BEGIN Task inputs

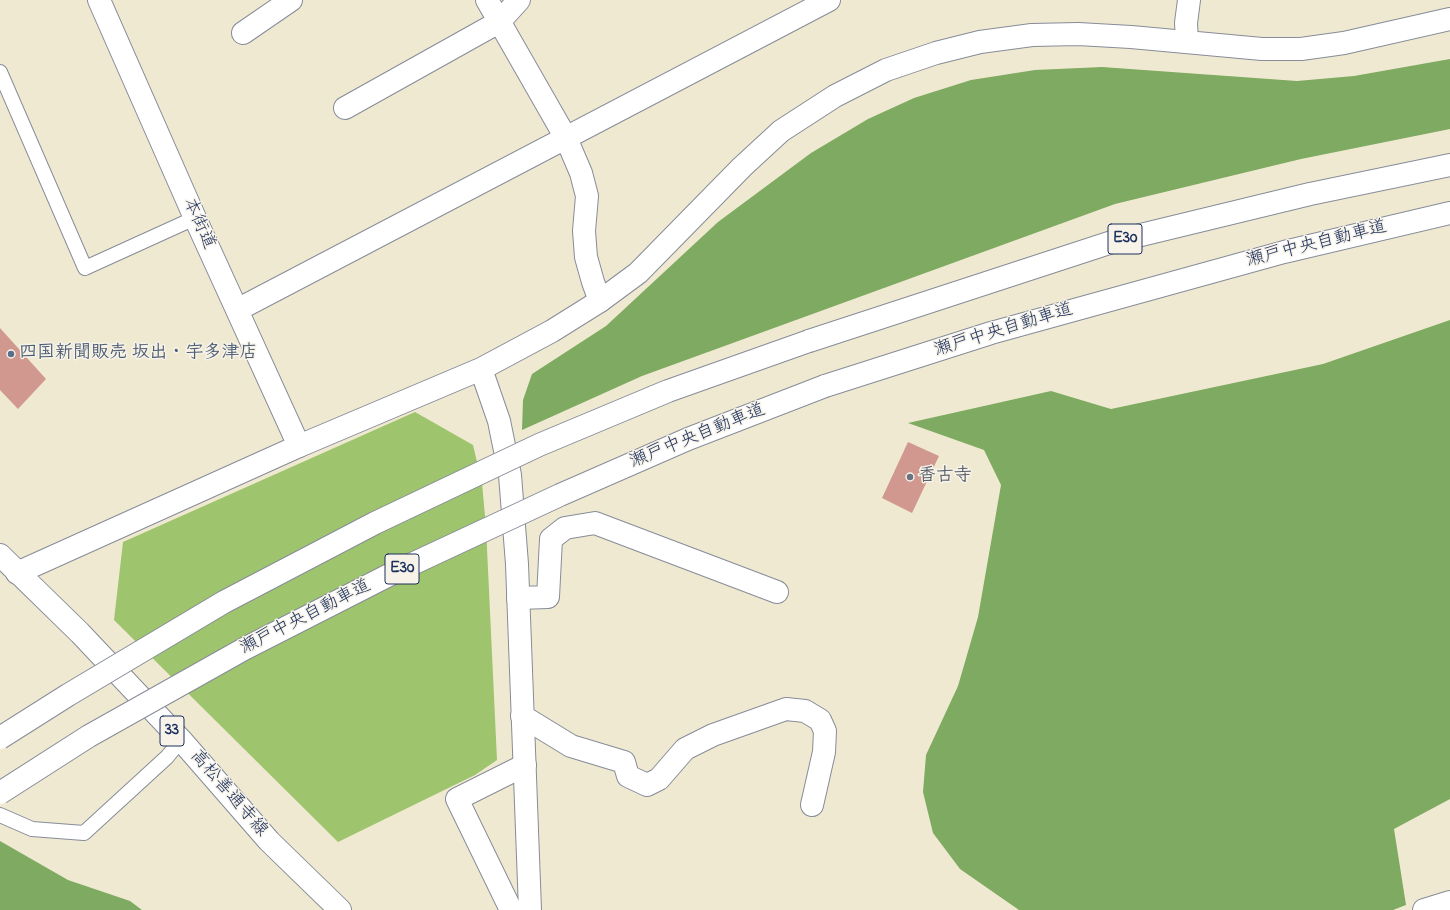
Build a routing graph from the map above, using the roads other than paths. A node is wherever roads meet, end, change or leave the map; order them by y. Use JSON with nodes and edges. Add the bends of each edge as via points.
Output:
{"nodes":[{"id":1,"x":99,"y":0,"type":"edge"},
{"id":2,"x":291,"y":0,"type":"edge"},
{"id":3,"x":487,"y":0,"type":"edge"},
{"id":4,"x":519,"y":0,"type":"edge"},
{"id":5,"x":828,"y":0,"type":"edge"},
{"id":6,"x":1189,"y":0,"type":"edge"},
{"id":7,"x":1450,"y":19,"type":"edge"},
{"id":8,"x":499,"y":22,"type":"junction"},
{"id":9,"x":243,"y":33,"type":"dead end"},
{"id":10,"x":1187,"y":42,"type":"junction"},
{"id":11,"x":0,"y":72,"type":"edge"},
{"id":12,"x":345,"y":108,"type":"dead end"},
{"id":13,"x":566,"y":138,"type":"junction"},
{"id":14,"x":1450,"y":165,"type":"edge"},
{"id":15,"x":1450,"y":213,"type":"edge"},
{"id":16,"x":195,"y":218,"type":"junction"},
{"id":17,"x":600,"y":301,"type":"junction"},
{"id":18,"x":237,"y":310,"type":"junction"},
{"id":19,"x":481,"y":369,"type":"junction"},
{"id":20,"x":299,"y":446,"type":"junction"},
{"id":21,"x":0,"y":555,"type":"edge"},
{"id":22,"x":17,"y":573,"type":"junction"},
{"id":23,"x":777,"y":592,"type":"dead end"},
{"id":24,"x":518,"y":598,"type":"junction"},
{"id":25,"x":522,"y":716,"type":"junction"},
{"id":26,"x":0,"y":738,"type":"edge"},
{"id":27,"x":182,"y":740,"type":"junction"},
{"id":28,"x":525,"y":765,"type":"junction"},
{"id":29,"x":0,"y":793,"type":"edge"},
{"id":30,"x":812,"y":804,"type":"dead end"},
{"id":31,"x":0,"y":815,"type":"edge"},
{"id":32,"x":1450,"y":902,"type":"edge"},
{"id":33,"x":340,"y":910,"type":"edge"},
{"id":34,"x":511,"y":910,"type":"edge"},
{"id":35,"x":530,"y":910,"type":"edge"},
{"id":36,"x":1424,"y":910,"type":"edge"}],
"edges":[{"from":1,"to":16,"type":"main road","name":"本街道"},
{"from":2,"to":9,"type":"main road"},
{"from":3,"to":8,"type":"main road"},
{"from":4,"to":8,"type":"main road"},
{"from":5,"to":13,"type":"main road"},
{"from":6,"to":10,"type":"main road"},
{"from":7,"to":10,"type":"main road","via":[[1344,43],[1301,49],[1262,49]]},
{"from":8,"to":12,"type":"main road"},
{"from":8,"to":13,"type":"main road"},
{"from":10,"to":17,"type":"main road","via":[[1078,34],[1032,35],[980,42],[936,53],[886,70],[835,96],[781,131],[742,166],[638,273]]},
{"from":11,"to":16,"type":"lane","via":[[84,268]]},
{"from":13,"to":17,"type":"main road","via":[[581,173],[587,196],[584,231],[586,257]]},
{"from":13,"to":18,"type":"main road"},
{"from":14,"to":26,"type":"main road","number":"E30","bridge":true,"via":[[1310,194],[1112,242],[808,341],[661,394],[539,445],[375,523],[224,602]]},
{"from":15,"to":29,"type":"main road","name":"瀬戸中央自動車道","number":"E30","bridge":true,"via":[[1284,252],[991,333],[825,386],[688,439],[560,495],[388,576],[244,649],[89,736]]},
{"from":16,"to":18,"type":"main road","name":"本街道"},
{"from":17,"to":19,"type":"main road","via":[[552,331]]},
{"from":18,"to":20,"type":"main road","name":"本街道"},
{"from":19,"to":20,"type":"main road"},
{"from":19,"to":24,"type":"main road","via":[[499,421],[510,475]]},
{"from":20,"to":22,"type":"main road"},
{"from":21,"to":22,"type":"main road","name":"高松善通寺線","number":"33"},
{"from":22,"to":27,"type":"main road","name":"高松善通寺線","number":"33","via":[[80,633]]},
{"from":23,"to":24,"type":"main road","via":[[595,523],[565,528],[551,539],[548,597]]},
{"from":24,"to":25,"type":"main road"},
{"from":25,"to":28,"type":"main road"},
{"from":25,"to":30,"type":"main road","via":[[571,746],[624,762],[628,776],[647,785],[659,779],[685,749],[713,735],[786,709],[805,711],[820,720],[825,731],[824,752]]},
{"from":27,"to":31,"type":"lane","via":[[167,757],[84,833],[32,829]]},
{"from":27,"to":33,"type":"main road","name":"高松善通寺線","number":"33","via":[[269,842]]},
{"from":28,"to":34,"type":"main road","via":[[457,799]]},
{"from":28,"to":35,"type":"main road"},
{"from":32,"to":36,"type":"main road"}]}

END Task inputs

• [What needs to be done]: Looking at the data above, show all lines where the word "number" occurs.

• [Response]:
{"from":14,"to":26,"type":"main road","number":"E30","bridge":true,"via":[[1310,194],[1112,242],[808,341],[661,394],[539,445],[375,523],[224,602]]},
{"from":15,"to":29,"type":"main road","name":"瀬戸中央自動車道","number":"E30","bridge":true,"via":[[1284,252],[991,333],[825,386],[688,439],[560,495],[388,576],[244,649],[89,736]]},
{"from":21,"to":22,"type":"main road","name":"高松善通寺線","number":"33"},
{"from":22,"to":27,"type":"main road","name":"高松善通寺線","number":"33","via":[[80,633]]},
{"from":27,"to":33,"type":"main road","name":"高松善通寺線","number":"33","via":[[269,842]]},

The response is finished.